WHAT YOU ARE ASKED TO DO: Of the lines below, copy those that hold the word "async".

PROVIDED DATA:
-------------------------
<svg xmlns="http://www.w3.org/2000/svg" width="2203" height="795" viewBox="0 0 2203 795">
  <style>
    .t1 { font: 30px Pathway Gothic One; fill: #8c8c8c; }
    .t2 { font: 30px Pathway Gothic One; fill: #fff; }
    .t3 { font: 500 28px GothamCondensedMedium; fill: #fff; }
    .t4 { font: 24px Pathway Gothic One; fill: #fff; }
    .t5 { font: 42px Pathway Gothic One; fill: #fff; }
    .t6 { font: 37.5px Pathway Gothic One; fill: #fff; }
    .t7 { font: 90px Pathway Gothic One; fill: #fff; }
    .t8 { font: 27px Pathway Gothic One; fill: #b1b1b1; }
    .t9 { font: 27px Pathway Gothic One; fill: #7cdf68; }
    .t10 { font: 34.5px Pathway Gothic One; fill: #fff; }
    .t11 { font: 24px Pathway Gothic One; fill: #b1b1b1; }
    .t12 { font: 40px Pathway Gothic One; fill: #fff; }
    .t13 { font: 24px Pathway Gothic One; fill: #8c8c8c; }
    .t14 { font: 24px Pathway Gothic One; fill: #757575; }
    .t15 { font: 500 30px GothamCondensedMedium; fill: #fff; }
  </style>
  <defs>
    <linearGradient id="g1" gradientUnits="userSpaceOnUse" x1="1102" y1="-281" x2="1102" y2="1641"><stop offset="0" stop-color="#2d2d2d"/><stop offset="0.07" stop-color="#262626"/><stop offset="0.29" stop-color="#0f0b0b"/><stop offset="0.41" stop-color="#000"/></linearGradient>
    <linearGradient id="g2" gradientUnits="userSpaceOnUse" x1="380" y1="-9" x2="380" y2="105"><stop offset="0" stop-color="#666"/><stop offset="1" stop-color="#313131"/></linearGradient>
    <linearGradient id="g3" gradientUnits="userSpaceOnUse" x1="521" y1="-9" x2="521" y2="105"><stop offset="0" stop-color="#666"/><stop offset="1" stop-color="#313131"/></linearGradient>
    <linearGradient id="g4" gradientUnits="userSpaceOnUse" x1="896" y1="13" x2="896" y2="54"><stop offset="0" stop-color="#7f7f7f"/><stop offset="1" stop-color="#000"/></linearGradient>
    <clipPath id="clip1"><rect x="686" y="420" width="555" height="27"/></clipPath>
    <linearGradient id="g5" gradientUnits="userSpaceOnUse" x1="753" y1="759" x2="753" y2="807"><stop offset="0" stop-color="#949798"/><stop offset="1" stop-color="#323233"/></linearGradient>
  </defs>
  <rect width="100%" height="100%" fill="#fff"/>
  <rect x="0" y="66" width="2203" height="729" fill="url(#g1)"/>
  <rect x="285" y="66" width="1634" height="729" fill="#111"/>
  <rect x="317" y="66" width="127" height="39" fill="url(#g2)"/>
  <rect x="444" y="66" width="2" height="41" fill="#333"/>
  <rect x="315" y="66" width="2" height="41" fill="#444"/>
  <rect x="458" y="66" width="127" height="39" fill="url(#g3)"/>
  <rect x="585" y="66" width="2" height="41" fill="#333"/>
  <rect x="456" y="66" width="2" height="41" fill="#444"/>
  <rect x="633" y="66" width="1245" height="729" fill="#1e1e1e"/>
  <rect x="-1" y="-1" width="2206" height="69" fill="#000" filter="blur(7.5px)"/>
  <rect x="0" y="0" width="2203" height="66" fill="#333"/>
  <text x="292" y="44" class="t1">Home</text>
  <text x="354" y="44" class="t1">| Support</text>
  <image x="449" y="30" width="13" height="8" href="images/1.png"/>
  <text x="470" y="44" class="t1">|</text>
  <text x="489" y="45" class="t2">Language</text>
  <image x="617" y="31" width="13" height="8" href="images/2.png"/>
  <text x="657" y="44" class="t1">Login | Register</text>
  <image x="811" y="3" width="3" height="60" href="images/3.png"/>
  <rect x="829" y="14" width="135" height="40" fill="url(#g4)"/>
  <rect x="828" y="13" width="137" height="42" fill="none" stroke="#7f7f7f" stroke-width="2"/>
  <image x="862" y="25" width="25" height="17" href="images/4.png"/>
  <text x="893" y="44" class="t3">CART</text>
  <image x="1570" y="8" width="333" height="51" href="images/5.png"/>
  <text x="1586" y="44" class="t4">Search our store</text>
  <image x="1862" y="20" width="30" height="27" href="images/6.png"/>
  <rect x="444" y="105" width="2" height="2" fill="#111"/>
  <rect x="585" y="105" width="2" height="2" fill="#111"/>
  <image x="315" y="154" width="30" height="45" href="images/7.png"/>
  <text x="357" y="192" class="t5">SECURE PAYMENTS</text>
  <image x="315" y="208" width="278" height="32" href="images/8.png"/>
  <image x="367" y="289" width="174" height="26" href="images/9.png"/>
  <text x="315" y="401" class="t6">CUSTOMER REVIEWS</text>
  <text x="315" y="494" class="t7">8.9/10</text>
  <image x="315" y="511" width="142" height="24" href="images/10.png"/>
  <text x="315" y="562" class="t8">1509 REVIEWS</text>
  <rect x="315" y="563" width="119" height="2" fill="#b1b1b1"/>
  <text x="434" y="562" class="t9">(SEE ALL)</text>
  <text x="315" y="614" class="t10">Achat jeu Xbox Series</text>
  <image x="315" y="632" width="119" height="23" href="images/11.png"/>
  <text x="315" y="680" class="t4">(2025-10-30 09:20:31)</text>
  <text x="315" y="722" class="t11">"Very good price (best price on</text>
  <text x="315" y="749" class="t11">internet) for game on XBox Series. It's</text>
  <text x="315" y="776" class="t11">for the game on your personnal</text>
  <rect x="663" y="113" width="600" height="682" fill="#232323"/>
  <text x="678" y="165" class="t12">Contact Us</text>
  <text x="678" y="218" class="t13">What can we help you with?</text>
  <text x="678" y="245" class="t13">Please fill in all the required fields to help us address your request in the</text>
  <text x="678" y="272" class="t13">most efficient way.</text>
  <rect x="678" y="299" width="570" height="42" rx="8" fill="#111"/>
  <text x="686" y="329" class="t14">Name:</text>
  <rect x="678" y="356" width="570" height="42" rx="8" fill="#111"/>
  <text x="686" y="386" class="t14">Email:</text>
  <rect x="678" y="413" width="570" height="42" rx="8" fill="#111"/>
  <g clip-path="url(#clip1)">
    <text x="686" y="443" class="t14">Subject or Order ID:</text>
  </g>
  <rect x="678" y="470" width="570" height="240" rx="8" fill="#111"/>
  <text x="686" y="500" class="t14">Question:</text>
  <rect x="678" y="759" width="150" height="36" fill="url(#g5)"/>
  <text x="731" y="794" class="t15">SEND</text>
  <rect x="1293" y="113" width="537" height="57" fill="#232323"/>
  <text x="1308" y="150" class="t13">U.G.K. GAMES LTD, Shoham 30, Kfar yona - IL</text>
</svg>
-------------------------
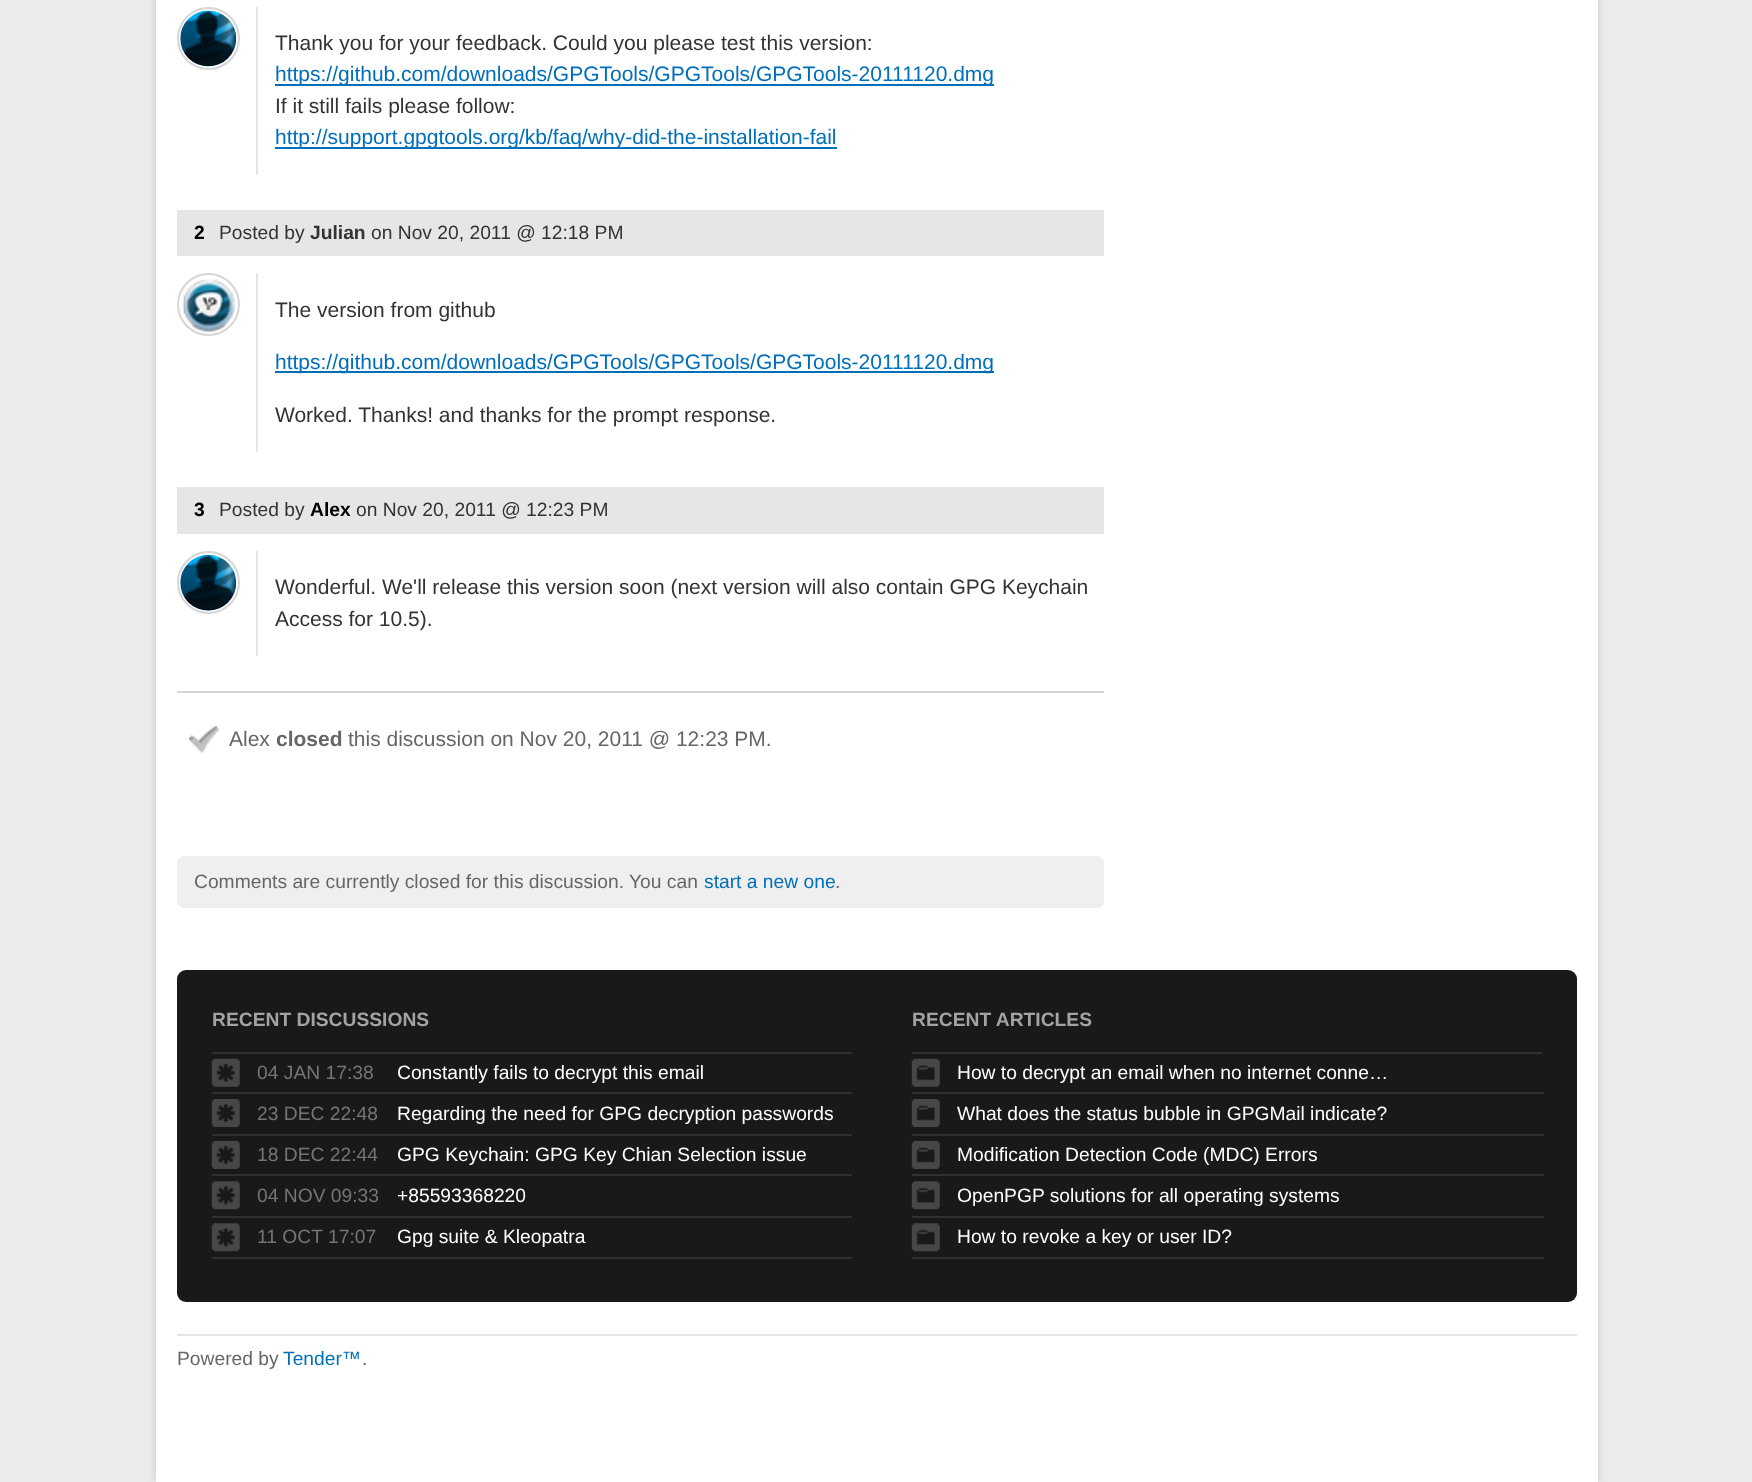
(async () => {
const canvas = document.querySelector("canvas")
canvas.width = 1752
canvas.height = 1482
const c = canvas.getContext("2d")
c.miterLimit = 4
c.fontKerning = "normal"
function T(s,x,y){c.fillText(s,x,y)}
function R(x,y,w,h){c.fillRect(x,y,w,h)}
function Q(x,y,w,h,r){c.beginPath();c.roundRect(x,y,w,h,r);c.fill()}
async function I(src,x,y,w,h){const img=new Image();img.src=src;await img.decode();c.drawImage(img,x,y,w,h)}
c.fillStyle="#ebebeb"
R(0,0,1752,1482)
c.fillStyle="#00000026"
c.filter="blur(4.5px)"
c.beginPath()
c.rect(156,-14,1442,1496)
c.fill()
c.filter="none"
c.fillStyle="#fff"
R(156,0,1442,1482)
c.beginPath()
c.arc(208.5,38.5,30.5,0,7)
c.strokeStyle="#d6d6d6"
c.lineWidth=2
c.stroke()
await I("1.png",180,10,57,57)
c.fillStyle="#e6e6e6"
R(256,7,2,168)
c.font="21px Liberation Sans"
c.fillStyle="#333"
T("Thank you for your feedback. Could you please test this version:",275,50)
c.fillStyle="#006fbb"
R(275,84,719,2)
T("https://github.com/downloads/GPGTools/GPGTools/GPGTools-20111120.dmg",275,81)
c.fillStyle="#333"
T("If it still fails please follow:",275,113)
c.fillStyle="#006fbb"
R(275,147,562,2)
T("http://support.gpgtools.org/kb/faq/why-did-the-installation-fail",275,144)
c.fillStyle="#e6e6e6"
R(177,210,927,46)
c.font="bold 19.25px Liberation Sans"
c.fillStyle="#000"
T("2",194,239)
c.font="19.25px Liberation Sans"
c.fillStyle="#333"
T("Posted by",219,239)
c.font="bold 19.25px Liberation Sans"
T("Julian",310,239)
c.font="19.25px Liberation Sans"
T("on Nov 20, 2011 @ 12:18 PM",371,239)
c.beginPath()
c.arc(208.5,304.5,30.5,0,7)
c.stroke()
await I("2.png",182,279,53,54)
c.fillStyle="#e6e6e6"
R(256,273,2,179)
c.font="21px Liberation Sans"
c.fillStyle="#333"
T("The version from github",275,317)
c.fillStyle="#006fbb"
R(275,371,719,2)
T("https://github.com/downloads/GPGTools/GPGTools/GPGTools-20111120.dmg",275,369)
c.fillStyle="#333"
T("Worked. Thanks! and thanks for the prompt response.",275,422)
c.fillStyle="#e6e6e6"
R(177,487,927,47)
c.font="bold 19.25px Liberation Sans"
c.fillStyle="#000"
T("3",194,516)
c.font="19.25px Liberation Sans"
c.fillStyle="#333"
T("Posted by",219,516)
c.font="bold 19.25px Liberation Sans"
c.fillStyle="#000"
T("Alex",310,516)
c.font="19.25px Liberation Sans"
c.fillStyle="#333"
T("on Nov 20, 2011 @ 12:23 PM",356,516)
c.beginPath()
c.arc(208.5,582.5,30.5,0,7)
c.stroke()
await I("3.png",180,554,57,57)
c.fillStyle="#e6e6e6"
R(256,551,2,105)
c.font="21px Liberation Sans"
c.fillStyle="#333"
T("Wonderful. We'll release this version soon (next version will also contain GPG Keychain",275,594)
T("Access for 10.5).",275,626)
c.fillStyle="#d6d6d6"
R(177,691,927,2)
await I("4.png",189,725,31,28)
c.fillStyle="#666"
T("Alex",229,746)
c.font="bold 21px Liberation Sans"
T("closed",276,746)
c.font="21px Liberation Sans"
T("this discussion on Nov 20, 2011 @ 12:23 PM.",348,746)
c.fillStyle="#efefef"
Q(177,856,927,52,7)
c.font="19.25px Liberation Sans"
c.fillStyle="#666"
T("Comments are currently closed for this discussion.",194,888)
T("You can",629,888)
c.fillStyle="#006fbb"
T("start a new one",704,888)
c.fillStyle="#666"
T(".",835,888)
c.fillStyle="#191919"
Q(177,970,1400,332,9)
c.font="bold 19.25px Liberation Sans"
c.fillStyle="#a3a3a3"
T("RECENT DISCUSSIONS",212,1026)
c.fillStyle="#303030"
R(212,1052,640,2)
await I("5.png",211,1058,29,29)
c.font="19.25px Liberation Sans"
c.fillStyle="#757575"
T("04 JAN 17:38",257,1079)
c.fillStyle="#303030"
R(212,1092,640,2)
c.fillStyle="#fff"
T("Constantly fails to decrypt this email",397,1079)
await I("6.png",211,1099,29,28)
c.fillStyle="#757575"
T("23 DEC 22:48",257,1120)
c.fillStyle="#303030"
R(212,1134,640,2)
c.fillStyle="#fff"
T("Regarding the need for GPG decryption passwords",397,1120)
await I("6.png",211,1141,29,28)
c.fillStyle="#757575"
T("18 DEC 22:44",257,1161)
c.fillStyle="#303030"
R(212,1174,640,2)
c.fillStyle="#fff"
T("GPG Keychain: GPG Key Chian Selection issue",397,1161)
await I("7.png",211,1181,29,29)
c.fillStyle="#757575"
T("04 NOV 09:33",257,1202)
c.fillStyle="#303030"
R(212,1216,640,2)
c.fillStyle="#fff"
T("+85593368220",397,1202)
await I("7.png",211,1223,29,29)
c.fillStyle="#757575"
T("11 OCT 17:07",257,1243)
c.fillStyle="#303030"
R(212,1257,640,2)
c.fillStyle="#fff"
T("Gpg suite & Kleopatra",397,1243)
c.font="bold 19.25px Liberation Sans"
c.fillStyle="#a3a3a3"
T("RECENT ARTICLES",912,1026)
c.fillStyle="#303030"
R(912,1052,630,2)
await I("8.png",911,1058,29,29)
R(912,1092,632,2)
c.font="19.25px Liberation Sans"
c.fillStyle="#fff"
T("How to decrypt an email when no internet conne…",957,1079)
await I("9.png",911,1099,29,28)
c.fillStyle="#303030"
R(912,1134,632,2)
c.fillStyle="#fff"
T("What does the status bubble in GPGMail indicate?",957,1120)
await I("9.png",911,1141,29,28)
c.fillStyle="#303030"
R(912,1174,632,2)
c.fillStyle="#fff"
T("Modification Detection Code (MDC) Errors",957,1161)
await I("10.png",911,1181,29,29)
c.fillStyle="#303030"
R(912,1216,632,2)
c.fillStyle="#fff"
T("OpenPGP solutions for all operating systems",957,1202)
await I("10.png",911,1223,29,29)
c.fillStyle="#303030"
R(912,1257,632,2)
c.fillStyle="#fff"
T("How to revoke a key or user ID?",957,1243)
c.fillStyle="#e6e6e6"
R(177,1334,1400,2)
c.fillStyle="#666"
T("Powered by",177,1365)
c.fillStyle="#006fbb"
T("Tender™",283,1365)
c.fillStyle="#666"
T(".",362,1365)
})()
-------------------------
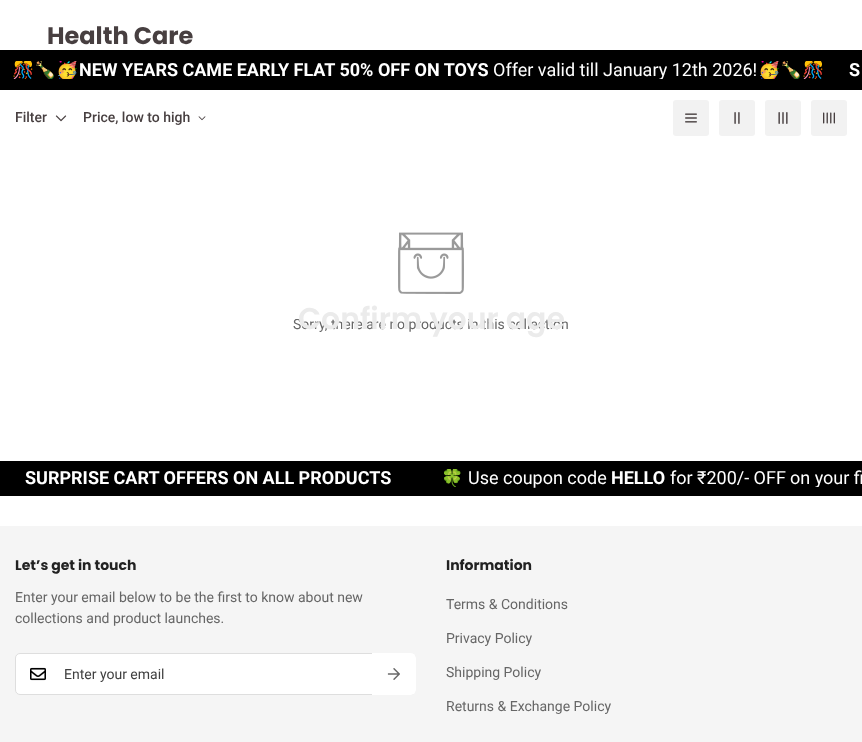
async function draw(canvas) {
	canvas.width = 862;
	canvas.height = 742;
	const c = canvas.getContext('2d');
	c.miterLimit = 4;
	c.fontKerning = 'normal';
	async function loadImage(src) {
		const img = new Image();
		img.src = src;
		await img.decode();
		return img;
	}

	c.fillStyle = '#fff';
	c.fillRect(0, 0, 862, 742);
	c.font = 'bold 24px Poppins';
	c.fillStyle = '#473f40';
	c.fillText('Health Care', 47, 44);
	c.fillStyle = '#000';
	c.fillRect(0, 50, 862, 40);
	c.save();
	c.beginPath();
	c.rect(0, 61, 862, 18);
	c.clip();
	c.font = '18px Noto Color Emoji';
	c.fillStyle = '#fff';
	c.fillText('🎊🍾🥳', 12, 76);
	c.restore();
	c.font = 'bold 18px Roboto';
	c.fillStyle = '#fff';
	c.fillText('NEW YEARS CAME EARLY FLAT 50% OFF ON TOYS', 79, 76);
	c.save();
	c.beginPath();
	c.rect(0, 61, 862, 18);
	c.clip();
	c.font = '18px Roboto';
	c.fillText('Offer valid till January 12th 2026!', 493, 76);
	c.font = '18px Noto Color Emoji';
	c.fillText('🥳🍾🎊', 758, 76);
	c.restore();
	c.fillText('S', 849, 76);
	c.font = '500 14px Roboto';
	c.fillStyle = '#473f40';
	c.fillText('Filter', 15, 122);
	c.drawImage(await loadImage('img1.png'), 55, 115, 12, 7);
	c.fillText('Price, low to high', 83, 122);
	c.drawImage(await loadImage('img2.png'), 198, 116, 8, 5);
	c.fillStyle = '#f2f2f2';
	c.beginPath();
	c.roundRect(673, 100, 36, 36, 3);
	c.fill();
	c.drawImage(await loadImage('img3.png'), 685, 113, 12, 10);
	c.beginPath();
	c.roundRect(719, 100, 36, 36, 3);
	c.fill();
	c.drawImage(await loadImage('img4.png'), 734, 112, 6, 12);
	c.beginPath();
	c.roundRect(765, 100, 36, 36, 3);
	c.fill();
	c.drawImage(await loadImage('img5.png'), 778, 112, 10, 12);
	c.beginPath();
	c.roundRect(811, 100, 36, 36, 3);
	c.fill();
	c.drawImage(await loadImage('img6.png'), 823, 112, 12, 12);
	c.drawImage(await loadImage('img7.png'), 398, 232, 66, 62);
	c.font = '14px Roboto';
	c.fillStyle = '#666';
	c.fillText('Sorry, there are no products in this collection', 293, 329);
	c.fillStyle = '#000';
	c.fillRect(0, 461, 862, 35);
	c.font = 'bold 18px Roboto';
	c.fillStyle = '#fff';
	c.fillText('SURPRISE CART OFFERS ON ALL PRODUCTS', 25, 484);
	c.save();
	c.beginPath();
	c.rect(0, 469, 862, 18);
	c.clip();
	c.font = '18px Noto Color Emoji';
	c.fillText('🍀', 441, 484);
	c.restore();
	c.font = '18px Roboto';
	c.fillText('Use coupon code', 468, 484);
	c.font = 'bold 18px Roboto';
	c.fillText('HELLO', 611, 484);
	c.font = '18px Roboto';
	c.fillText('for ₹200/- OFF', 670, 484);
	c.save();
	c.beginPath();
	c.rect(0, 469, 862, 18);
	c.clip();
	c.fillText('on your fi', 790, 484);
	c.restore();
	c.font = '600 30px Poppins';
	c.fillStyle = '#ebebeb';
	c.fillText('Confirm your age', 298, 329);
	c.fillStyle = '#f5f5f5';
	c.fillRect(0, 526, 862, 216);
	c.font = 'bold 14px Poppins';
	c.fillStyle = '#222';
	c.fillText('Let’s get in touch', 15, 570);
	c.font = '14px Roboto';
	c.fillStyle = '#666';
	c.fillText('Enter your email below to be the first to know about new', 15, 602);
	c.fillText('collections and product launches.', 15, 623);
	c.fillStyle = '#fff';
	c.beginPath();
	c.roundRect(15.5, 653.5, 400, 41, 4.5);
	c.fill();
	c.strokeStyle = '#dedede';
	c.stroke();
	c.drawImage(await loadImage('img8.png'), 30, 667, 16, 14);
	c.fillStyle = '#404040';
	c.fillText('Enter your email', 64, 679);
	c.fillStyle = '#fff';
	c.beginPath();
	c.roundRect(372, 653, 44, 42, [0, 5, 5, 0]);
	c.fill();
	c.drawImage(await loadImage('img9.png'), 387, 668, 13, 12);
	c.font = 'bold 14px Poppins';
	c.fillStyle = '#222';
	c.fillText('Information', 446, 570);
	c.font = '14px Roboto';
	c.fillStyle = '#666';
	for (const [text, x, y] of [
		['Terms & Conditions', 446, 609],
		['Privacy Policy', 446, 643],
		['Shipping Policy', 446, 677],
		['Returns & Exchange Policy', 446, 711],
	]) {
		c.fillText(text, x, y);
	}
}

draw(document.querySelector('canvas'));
-------------------------
FINISHED TASK:
(async () => {
async function I(src,x,y,w,h){const img=new Image();img.src=src;await img.decode();c.drawImage(img,x,y,w,h)}
async function draw(canvas) {
	async function loadImage(src) {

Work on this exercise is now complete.